BRIEF >>
Could you copy the whole listing below exactly as written?

━━━ GIVEN RECORDS ━━━

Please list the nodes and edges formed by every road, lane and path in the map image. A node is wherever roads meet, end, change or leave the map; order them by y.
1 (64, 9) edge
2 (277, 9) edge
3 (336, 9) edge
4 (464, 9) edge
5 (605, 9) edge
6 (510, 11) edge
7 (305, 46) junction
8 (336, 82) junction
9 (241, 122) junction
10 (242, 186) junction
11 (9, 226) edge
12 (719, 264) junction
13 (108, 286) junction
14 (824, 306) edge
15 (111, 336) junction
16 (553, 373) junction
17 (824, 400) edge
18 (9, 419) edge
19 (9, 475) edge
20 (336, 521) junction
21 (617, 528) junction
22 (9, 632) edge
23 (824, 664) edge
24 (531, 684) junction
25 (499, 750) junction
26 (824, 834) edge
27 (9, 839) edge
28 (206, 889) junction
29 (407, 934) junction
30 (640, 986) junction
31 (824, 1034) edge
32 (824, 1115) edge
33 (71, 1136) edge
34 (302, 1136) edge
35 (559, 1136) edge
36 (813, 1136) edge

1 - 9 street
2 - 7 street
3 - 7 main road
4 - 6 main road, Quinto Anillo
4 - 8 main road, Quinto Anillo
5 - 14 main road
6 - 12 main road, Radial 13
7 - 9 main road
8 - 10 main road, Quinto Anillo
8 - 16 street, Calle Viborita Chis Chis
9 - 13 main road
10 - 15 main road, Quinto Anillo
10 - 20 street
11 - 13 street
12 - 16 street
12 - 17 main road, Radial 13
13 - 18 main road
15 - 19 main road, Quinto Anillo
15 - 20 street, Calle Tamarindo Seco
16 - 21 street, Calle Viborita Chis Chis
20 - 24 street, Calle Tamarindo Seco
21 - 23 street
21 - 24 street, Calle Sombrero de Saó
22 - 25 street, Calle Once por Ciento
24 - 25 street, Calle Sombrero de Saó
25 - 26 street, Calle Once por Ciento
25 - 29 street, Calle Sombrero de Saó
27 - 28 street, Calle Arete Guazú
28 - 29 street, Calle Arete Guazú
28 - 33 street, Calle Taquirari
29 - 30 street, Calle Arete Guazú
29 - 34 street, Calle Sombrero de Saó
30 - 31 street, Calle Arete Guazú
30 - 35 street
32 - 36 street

━━━

RESPONSE BOX >>
Please list the nodes and edges formed by every road, lane and path in the map image. A node is wherever roads meet, end, change or leave the map; order them by y.
1 (64, 9) edge
2 (277, 9) edge
3 (336, 9) edge
4 (464, 9) edge
5 (605, 9) edge
6 (510, 11) edge
7 (305, 46) junction
8 (336, 82) junction
9 (241, 122) junction
10 (242, 186) junction
11 (9, 226) edge
12 (719, 264) junction
13 (108, 286) junction
14 (824, 306) edge
15 (111, 336) junction
16 (553, 373) junction
17 (824, 400) edge
18 (9, 419) edge
19 (9, 475) edge
20 (336, 521) junction
21 (617, 528) junction
22 (9, 632) edge
23 (824, 664) edge
24 (531, 684) junction
25 (499, 750) junction
26 (824, 834) edge
27 (9, 839) edge
28 (206, 889) junction
29 (407, 934) junction
30 (640, 986) junction
31 (824, 1034) edge
32 (824, 1115) edge
33 (71, 1136) edge
34 (302, 1136) edge
35 (559, 1136) edge
36 (813, 1136) edge

1 - 9 street
2 - 7 street
3 - 7 main road
4 - 6 main road, Quinto Anillo
4 - 8 main road, Quinto Anillo
5 - 14 main road
6 - 12 main road, Radial 13
7 - 9 main road
8 - 10 main road, Quinto Anillo
8 - 16 street, Calle Viborita Chis Chis
9 - 13 main road
10 - 15 main road, Quinto Anillo
10 - 20 street
11 - 13 street
12 - 16 street
12 - 17 main road, Radial 13
13 - 18 main road
15 - 19 main road, Quinto Anillo
15 - 20 street, Calle Tamarindo Seco
16 - 21 street, Calle Viborita Chis Chis
20 - 24 street, Calle Tamarindo Seco
21 - 23 street
21 - 24 street, Calle Sombrero de Saó
22 - 25 street, Calle Once por Ciento
24 - 25 street, Calle Sombrero de Saó
25 - 26 street, Calle Once por Ciento
25 - 29 street, Calle Sombrero de Saó
27 - 28 street, Calle Arete Guazú
28 - 29 street, Calle Arete Guazú
28 - 33 street, Calle Taquirari
29 - 30 street, Calle Arete Guazú
29 - 34 street, Calle Sombrero de Saó
30 - 31 street, Calle Arete Guazú
30 - 35 street
32 - 36 street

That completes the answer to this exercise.